Si elle reste sa "vérité", sa longue explication sur le rôle qui était le sien lors de cette nuit de terreur était attendue depuis plus de six ans par les parties civiles.
"C'était important qu'il parle, ça a fait du bien à pas mal de monde", a estimé l'une d'elles.
- "Personnage" -
Celui qui avait proclamé presque avec délectation être un "combattant de l'Etat islamique" au premier jour du procès a, pas à pas, tenté de lisser cette image de "monstre dépourvu d'humanité".
"On a créé ce personnage, dit tout et n'importe quoi sur moi", s'est lamenté Salah Abdeslam.
Comme l'a rappelé l'accusation, qu'il ait tenté en vain d'actionner sa ceinture explosive ou qu'il ait renoncé, ne change rien pénalement.
Mais le principal accusé a fait de ce "renoncement" le soir des attentats le fil rouge de ses interrogatoires sur le fond du dossier, depuis le premier le 9 février.
Faisant passer ainsi au second plan d'autres points d'interrogation, sur la date précise de son recrutement au sein de la cellule de l'Etat islamique, sa participation aux préparatifs, sa connaissance des cibles.
Ce "renoncement" était également central dans les interrogatoires de Mohamed Abrini. Cet ami d'enfance de Salah Abdeslam est "l'homme au chapeau" qui a pris la fuite après avoir abandonné un chariot d'explosifs lors des attentats du 22 mars 2016 à Bruxelles.
Il a révélé à l'audience qu'il était également "prévu" pour le 13-Novembre, mais qu'il s'était désisté quelques jours avant ... tout en accompagnant "le convoi de la mort" jusqu'à la région parisienne.
Aurait-il dû être le "11e homme" ou a-t-il été remplacé comme il l'affirme, sans convaincre, par Salah Abdeslam ? Les commandos étaient constitués de groupes de deux ou trois, les deux amis d'enfance devaient-ils opérer ensemble ? "C'est une hypothèse", a balayé Salah Abdeslam.
- "Frustrations" -
L'absence de réponses détaillées du bavard Mohamed Abrini a aussi engendré les "frustrations" de nombreuses parties civiles.
Elles sont immenses face au silence gardé par trois des quatorze accusés, les "recrues précieuses" de l'EI, Osama Krayem et Sofien Ayari, ainsi que le logisticien présumé Mohamed Bakkali.
Tous trois, qui seront également jugés pour les attentats de Bruxelles à partir de l'automne, ont refusé de s'"acharner" à se défendre dans un procès dénoncé comme "illusoire".

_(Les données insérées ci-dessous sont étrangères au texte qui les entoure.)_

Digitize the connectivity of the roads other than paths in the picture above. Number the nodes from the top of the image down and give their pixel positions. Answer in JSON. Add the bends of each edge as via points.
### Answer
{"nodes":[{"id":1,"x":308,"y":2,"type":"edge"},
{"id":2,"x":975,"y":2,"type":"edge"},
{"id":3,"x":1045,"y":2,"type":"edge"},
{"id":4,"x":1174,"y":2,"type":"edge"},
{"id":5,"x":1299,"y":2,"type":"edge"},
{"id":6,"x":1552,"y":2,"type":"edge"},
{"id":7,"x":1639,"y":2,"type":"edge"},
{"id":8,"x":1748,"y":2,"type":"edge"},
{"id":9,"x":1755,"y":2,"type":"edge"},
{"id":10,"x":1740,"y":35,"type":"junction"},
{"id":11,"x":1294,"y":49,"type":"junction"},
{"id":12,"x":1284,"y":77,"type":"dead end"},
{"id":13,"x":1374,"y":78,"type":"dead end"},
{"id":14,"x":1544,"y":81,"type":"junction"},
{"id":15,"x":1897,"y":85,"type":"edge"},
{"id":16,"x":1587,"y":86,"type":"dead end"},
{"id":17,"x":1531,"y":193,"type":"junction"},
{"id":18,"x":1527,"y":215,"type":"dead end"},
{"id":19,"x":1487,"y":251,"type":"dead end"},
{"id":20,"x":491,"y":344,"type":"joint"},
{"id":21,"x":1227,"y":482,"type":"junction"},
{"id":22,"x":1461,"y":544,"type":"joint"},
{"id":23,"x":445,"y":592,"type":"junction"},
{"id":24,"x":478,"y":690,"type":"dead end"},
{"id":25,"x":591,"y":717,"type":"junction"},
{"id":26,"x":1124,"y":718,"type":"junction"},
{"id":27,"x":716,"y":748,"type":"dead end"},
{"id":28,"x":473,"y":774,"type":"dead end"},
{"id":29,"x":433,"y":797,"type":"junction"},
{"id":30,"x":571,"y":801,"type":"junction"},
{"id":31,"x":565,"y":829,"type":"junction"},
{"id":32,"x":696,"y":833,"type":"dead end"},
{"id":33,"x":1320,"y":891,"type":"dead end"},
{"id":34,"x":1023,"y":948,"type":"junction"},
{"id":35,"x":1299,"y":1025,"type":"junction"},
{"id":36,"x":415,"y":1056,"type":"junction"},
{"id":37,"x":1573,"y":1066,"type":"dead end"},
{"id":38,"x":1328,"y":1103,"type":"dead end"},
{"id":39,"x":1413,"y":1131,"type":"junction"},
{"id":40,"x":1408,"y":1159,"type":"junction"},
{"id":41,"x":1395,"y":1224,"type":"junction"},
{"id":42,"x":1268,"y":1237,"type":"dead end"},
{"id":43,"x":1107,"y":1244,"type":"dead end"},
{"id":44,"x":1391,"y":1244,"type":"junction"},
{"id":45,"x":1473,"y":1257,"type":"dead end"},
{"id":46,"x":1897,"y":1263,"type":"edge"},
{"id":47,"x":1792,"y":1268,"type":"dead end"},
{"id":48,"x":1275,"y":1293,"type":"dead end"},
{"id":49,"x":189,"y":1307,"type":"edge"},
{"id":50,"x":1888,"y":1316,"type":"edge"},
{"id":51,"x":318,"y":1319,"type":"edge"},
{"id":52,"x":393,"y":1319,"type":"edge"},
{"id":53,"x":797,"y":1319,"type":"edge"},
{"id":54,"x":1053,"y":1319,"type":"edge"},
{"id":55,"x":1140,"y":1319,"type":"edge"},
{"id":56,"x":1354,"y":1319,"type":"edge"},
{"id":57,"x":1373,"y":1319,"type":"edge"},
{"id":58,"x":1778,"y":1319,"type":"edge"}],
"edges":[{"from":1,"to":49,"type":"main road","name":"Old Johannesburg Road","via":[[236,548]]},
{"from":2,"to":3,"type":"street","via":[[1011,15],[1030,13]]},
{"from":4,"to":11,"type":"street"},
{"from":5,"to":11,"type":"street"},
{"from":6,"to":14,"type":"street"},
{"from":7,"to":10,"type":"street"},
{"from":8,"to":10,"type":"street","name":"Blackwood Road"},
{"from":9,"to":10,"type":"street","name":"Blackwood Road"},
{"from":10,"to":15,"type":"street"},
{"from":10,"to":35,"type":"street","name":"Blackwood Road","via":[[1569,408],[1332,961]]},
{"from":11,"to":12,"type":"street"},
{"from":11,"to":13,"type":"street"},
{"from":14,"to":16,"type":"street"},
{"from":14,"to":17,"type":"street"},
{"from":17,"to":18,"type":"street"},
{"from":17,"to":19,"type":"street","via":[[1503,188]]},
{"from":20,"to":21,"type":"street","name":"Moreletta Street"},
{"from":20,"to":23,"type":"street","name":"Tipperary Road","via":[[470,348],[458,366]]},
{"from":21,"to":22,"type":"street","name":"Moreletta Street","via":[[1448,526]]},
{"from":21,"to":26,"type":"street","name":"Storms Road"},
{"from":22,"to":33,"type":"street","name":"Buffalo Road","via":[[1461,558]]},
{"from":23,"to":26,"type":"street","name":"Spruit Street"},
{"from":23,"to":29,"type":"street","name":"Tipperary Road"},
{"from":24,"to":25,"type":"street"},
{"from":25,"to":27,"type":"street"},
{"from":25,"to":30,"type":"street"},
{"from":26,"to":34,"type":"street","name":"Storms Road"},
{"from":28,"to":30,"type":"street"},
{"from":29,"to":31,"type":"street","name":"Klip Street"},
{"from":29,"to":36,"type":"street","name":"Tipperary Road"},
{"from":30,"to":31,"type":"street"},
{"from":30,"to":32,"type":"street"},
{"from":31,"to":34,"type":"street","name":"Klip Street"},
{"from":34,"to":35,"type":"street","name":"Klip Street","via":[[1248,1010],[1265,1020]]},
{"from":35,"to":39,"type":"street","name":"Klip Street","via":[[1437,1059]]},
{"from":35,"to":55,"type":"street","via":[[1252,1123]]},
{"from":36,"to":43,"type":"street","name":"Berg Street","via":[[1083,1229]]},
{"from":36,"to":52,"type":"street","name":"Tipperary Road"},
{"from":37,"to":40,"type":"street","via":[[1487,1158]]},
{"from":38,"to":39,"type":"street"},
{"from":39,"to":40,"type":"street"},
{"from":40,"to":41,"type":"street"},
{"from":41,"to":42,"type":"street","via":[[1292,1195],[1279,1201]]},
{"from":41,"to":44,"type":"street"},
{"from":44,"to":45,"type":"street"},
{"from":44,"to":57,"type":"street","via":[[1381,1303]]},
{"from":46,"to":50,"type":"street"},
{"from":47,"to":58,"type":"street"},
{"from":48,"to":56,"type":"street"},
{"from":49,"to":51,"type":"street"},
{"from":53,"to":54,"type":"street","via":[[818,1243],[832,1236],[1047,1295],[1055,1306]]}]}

"On peut croire que garder le silence est une solution de facilité mais c'est faux. Garder le silence est très difficile, l'instinct, c'est de vouloir se défendre", s'est expliqué une dernière fois vendredi Mohamed Bakkali.
Le droit de se taire exercé par Osama Krayem et Sofien Ayari ne permettra pas de lever l'un des mystères du dossier. Que sont-ils allés faire à l'aéroport d'Amsterdam-Schiphol le 13 Novembre ?
Alors que le procès va entamer sa dernière ligne droite, jusqu'au verdict prévu le 24 juin, d'autres zones d'ombre demeurent.
Et principalement celle de "l'imprévu" qui a poussé le chef opérationnel des commandos Abdelhamid Abaaoud et son complice Chakib Akrouh à abandonner, après le mitraillage des terrasses, une voiture remplie d'armes et de munitions. Et à se terrer dans un buisson à Aubervilliers pendant près de quatre jours.